=== AIM OF THE EXERCISE ===
The reply should hold every line of the data, unchanged and complete.
--- START ---
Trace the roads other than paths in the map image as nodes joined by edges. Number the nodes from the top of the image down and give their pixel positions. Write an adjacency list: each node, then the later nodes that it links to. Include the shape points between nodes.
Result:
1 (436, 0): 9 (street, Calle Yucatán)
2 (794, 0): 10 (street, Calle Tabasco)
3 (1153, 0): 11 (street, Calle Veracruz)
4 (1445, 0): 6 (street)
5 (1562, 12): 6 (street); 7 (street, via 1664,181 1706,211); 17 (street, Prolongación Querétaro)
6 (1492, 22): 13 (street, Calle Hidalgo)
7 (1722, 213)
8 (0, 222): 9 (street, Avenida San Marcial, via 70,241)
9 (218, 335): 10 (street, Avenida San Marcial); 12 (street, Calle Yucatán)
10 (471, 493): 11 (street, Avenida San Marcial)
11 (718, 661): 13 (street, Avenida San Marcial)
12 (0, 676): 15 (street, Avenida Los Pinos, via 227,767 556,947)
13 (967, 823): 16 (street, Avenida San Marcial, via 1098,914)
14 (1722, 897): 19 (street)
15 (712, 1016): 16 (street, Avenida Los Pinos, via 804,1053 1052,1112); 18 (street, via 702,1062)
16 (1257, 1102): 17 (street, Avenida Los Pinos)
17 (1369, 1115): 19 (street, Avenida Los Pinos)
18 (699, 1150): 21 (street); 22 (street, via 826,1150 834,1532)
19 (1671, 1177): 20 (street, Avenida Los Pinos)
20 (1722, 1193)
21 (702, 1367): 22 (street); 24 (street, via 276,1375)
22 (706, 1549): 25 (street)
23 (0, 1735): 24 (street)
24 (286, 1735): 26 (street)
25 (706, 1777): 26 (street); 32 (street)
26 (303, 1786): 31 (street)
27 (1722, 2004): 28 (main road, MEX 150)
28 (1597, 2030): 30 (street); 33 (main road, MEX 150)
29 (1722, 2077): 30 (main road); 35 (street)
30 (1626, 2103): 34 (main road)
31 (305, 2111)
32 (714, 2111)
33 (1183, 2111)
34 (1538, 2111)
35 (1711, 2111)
--- END ---
=== WRITTEN SOLUTION ===
Trace the roads other than paths in the map image as nodes joined by edges. Number the nodes from the top of the image down and give their pixel positions. Write an adjacency list: each node, then the later nodes that it links to. Include the shape points between nodes.
Result:
1 (436, 0): 9 (street, Calle Yucatán)
2 (794, 0): 10 (street, Calle Tabasco)
3 (1153, 0): 11 (street, Calle Veracruz)
4 (1445, 0): 6 (street)
5 (1562, 12): 6 (street); 7 (street, via 1664,181 1706,211); 17 (street, Prolongación Querétaro)
6 (1492, 22): 13 (street, Calle Hidalgo)
7 (1722, 213)
8 (0, 222): 9 (street, Avenida San Marcial, via 70,241)
9 (218, 335): 10 (street, Avenida San Marcial); 12 (street, Calle Yucatán)
10 (471, 493): 11 (street, Avenida San Marcial)
11 (718, 661): 13 (street, Avenida San Marcial)
12 (0, 676): 15 (street, Avenida Los Pinos, via 227,767 556,947)
13 (967, 823): 16 (street, Avenida San Marcial, via 1098,914)
14 (1722, 897): 19 (street)
15 (712, 1016): 16 (street, Avenida Los Pinos, via 804,1053 1052,1112); 18 (street, via 702,1062)
16 (1257, 1102): 17 (street, Avenida Los Pinos)
17 (1369, 1115): 19 (street, Avenida Los Pinos)
18 (699, 1150): 21 (street); 22 (street, via 826,1150 834,1532)
19 (1671, 1177): 20 (street, Avenida Los Pinos)
20 (1722, 1193)
21 (702, 1367): 22 (street); 24 (street, via 276,1375)
22 (706, 1549): 25 (street)
23 (0, 1735): 24 (street)
24 (286, 1735): 26 (street)
25 (706, 1777): 26 (street); 32 (street)
26 (303, 1786): 31 (street)
27 (1722, 2004): 28 (main road, MEX 150)
28 (1597, 2030): 30 (street); 33 (main road, MEX 150)
29 (1722, 2077): 30 (main road); 35 (street)
30 (1626, 2103): 34 (main road)
31 (305, 2111)
32 (714, 2111)
33 (1183, 2111)
34 (1538, 2111)
35 (1711, 2111)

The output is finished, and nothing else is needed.